To do this we make a function (x: I) => void, and infer the type I as the type with which all of the types in the tuple T intersect (and hence will pass the typeguards). The TS documentation puts it as:

“multiple candidates for the same type variable in contra-variant positions causes an intersection type to be inferred”.
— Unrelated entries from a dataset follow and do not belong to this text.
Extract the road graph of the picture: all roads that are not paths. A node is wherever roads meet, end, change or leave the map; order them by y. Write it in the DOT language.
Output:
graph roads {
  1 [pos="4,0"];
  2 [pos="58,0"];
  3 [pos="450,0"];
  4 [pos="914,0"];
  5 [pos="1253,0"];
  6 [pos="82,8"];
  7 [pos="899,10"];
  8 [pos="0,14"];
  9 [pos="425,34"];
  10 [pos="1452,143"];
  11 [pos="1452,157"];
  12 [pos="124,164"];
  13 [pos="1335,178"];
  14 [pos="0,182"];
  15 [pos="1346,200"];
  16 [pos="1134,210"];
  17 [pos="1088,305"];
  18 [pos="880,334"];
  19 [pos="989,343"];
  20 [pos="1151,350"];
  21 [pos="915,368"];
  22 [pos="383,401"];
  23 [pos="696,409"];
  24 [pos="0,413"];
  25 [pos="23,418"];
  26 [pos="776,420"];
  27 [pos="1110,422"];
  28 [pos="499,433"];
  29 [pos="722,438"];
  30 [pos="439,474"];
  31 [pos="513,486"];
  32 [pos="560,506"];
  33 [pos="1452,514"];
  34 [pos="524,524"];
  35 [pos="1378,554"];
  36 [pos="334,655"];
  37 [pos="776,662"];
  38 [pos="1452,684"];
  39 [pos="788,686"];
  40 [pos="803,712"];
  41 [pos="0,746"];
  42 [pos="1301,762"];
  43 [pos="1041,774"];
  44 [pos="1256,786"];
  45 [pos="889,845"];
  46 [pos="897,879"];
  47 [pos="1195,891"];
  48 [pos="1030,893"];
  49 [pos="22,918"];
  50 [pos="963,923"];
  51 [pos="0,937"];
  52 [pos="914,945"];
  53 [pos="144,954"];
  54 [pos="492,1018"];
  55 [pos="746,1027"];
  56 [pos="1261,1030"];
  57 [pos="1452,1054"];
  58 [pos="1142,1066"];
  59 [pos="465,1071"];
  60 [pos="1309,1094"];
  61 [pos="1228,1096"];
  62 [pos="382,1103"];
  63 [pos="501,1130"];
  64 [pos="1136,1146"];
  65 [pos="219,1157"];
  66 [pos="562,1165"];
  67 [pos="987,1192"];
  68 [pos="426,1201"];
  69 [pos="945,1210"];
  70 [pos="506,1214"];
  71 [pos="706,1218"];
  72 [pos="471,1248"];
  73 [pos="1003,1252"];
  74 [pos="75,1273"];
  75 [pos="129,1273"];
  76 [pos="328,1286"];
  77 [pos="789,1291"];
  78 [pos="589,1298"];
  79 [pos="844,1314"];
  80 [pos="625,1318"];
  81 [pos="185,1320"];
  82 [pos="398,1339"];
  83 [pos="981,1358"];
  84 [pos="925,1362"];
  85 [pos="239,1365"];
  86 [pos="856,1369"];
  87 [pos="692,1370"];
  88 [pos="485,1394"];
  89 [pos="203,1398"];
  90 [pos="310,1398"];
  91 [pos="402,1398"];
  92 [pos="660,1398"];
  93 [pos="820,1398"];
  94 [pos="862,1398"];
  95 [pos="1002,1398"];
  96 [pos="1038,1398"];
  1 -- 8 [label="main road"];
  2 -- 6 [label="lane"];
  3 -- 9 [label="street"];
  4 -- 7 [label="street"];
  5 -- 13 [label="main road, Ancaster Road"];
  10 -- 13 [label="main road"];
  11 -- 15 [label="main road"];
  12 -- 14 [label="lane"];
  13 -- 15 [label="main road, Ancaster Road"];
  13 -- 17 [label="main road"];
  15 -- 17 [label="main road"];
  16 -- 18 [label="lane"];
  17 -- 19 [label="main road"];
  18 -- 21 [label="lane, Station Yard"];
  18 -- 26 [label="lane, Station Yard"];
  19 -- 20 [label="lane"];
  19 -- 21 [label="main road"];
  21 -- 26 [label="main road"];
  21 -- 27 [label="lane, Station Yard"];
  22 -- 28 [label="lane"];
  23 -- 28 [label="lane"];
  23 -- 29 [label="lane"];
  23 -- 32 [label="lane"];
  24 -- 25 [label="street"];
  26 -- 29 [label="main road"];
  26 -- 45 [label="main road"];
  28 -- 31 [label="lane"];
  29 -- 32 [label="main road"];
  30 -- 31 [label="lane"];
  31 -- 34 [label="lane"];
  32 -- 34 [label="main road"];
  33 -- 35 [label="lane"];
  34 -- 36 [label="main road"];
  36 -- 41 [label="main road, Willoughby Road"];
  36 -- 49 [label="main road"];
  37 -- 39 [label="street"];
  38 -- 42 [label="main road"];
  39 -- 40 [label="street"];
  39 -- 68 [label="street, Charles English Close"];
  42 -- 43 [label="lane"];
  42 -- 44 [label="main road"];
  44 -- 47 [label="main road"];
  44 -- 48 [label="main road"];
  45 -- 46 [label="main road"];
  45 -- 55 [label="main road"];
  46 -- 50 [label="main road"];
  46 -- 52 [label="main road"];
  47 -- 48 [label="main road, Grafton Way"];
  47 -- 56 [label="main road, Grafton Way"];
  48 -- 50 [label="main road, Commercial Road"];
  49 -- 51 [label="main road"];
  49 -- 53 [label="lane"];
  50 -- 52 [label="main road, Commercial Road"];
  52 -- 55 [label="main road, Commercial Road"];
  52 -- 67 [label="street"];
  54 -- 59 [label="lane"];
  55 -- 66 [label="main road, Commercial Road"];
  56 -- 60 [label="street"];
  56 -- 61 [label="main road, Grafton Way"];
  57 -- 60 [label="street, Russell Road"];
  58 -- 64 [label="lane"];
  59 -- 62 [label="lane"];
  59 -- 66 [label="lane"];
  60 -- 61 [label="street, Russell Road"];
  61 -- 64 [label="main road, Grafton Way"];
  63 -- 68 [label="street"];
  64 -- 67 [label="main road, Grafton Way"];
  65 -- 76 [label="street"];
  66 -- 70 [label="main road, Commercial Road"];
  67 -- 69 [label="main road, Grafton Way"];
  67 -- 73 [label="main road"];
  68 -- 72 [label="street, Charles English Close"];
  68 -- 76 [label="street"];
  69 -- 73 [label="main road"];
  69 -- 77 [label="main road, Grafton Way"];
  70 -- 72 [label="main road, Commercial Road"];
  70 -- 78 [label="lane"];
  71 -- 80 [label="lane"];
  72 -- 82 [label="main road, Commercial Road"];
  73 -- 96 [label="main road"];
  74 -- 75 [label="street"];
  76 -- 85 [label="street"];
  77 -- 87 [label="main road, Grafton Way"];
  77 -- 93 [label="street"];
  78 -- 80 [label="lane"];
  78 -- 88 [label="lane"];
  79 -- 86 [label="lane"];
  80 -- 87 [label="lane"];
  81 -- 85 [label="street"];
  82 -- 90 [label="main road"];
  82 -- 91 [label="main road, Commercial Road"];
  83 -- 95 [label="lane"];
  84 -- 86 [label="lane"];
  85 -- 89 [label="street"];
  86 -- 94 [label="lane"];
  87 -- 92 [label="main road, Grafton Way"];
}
Without going into too much detail about what covariance and contravariance are (though I love this explanation!), it’s basically saying that by reversing engineering “what would the type be that would satisfy all of these guards?” from “does this variable satisfy all of these guards?”, we can get the intersection type, and then use that in our definition. If, as with the union type, there is no type that could satisfy such a definition (for example string & number), then it will return never, which is helpful.

Conclusion

It’s fair to say that if you’re not familiar with TypeScript, this might take some wrapping your head around. In fact, even if you’re intimately familiar with TypeScript, this might take some wrapping your head around! Even so, understanding why these signatures work is a great exercise in both CS and TypeScript, and has been a great levelling-up journey for me!